Donald Trump. Credit : Alex Wong/Getty

5th Circuit Backs ICE “No-Bond” Policy, Endorses Potentially Indefinite Detention and Compares Detainees to College Applicants

Thomas Smith
5 Min Read

The Trump administration scored a significant win in the courts after a panel of the U.S. Court of Appeals for the 5th Circuit upheld a controversial immigration detention policy that largely eliminates bond eligibility for certain immigrants held by Immigration and Customs Enforcement (ICE).

ICE issued the policy on July 8, instructing agents to deny bond to people who entered the United States without “inspection.” The directive has triggered extensive litigation, with detained individuals filing habeas corpus petitions to challenge their confinement.

Under the policy, immigrants covered by the directive are to be detained “for the duration of their removal proceedings” unless they receive parole, a less common form of release. In practice, critics argue the policy enables detention that can stretch on for an open-ended period while cases work their way through immigration court.

On Friday, a divided 5th Circuit panel sided with the administration, concluding “the government’s position is correct.”

At the center of the dispute is how to interpret the Immigration and Nationality Act (INA) and which detention statute applies.

The government argues ICE can impose mandatory detention under 8 U.S.C. §1225(b), which applies to “aliens seeking entry into the United States.” Immigrant advocates—and many district judges who have addressed the issue—have instead pointed to 8 U.S.C. §1226(a), which applies to “aliens already present in the United States” and generally allows for bond hearings.

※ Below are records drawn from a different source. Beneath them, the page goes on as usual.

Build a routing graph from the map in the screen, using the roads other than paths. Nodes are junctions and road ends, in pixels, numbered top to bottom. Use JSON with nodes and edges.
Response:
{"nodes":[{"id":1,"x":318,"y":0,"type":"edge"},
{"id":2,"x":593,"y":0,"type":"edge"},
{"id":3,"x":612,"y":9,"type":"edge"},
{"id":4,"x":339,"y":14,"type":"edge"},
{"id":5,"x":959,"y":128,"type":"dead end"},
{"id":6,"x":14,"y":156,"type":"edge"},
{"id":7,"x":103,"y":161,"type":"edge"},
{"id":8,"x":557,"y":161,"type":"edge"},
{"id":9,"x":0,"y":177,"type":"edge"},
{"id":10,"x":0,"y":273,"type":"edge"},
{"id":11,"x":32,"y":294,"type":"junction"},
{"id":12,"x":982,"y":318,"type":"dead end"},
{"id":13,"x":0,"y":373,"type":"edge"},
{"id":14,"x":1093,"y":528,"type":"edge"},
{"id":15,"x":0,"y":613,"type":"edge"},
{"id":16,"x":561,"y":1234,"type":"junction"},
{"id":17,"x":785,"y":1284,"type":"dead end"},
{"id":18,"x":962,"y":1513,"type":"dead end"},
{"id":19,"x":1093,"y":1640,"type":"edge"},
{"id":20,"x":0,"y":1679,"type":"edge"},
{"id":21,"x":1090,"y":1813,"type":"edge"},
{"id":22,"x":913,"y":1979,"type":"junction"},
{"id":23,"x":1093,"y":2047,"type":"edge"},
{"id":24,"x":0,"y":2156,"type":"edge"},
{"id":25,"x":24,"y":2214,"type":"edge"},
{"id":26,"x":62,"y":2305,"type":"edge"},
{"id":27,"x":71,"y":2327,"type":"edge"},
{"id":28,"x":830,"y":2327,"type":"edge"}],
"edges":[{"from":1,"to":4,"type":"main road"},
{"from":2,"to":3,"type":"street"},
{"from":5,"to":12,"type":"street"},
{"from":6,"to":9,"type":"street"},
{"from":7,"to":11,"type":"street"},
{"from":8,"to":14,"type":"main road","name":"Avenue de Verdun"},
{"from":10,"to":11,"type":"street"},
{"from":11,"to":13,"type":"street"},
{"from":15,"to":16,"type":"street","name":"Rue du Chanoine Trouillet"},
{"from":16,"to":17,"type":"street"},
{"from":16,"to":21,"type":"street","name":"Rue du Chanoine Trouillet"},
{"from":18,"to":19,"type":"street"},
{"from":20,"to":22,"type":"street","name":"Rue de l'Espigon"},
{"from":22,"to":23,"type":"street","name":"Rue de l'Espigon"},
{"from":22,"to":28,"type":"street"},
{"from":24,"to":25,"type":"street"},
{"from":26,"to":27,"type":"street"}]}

The administration has acknowledged it is taking a new approach compared to prior practice. A memo from acting ICE Director Todd M. Lyons states the government “revisited its legal position on detention and release authorities” and concluded that certain immigrants “may not be released from ICE custody.”

The 5th Circuit’s reasoning: “Seeking admission” like applying to college

The majority framed the detainees’ argument this way:

[T]he petitioners contend that “admission” means “the lawful entry of the alien into the United States after inspection and authorization by an immigration officer.” According to the petitioners, then, “seeking admission” refers only to those aliens who are actively pursuing lawful entry and submitting themselves to inspection by an immigration officer. When ICE apprehended the petitioners, neither was actively engaged in admissions procedures. Thus, they argue, they were not seeking admission and §1225(b)…does not apply to them.

In other words, challengers argued that because they were arrested in the interior—and were not actively presenting themselves for inspection—they should not be treated as “seeking admission” under §1225(b). Under that view, §1226(a) would apply, and bond would remain available.

The majority rejected that reading, using a college-admissions analogy:

“Just as an applicant to a college seeks admission, an applicant for admission to the United States is ‘seeking admission’ to the same, regardless whether the person actively engages in further affirmative acts to gain admission,” the opinion reads.

The court expanded on that point, arguing it would be illogical to say someone stops “seeking admission” immediately after submitting an application. Likewise, the panel reasoned, immigrants treated by statute as “applicants for admission” remain “presently seeking admission” while their removal proceedings are pending.

The dissent: a break from decades of practice with massive consequences

The majority opinion was written by Circuit Judge Edith Jones and joined by Circuit Judge Kyle Duncan. Judge Dana M. Douglas dissented, warning the ruling effectively rewrites how the law has been understood and applied for decades.

The dissent emphasized history and scale—arguing that if Congress truly intended mandatory no-bond detention for people apprehended in the interior, it would have been recognized and enforced long ago. Douglas also stressed the practical implications: if adopted broadly, the government’s interpretation could authorize detention without bond for millions of noncitizens, including some who have lived in the U.S. for many years.

In sharp terms, the dissent accused the majority of wrenching statutory language out of context, disregarding how the Supreme Court has described the broader detention framework, and minimizing the significance of the government’s past practice.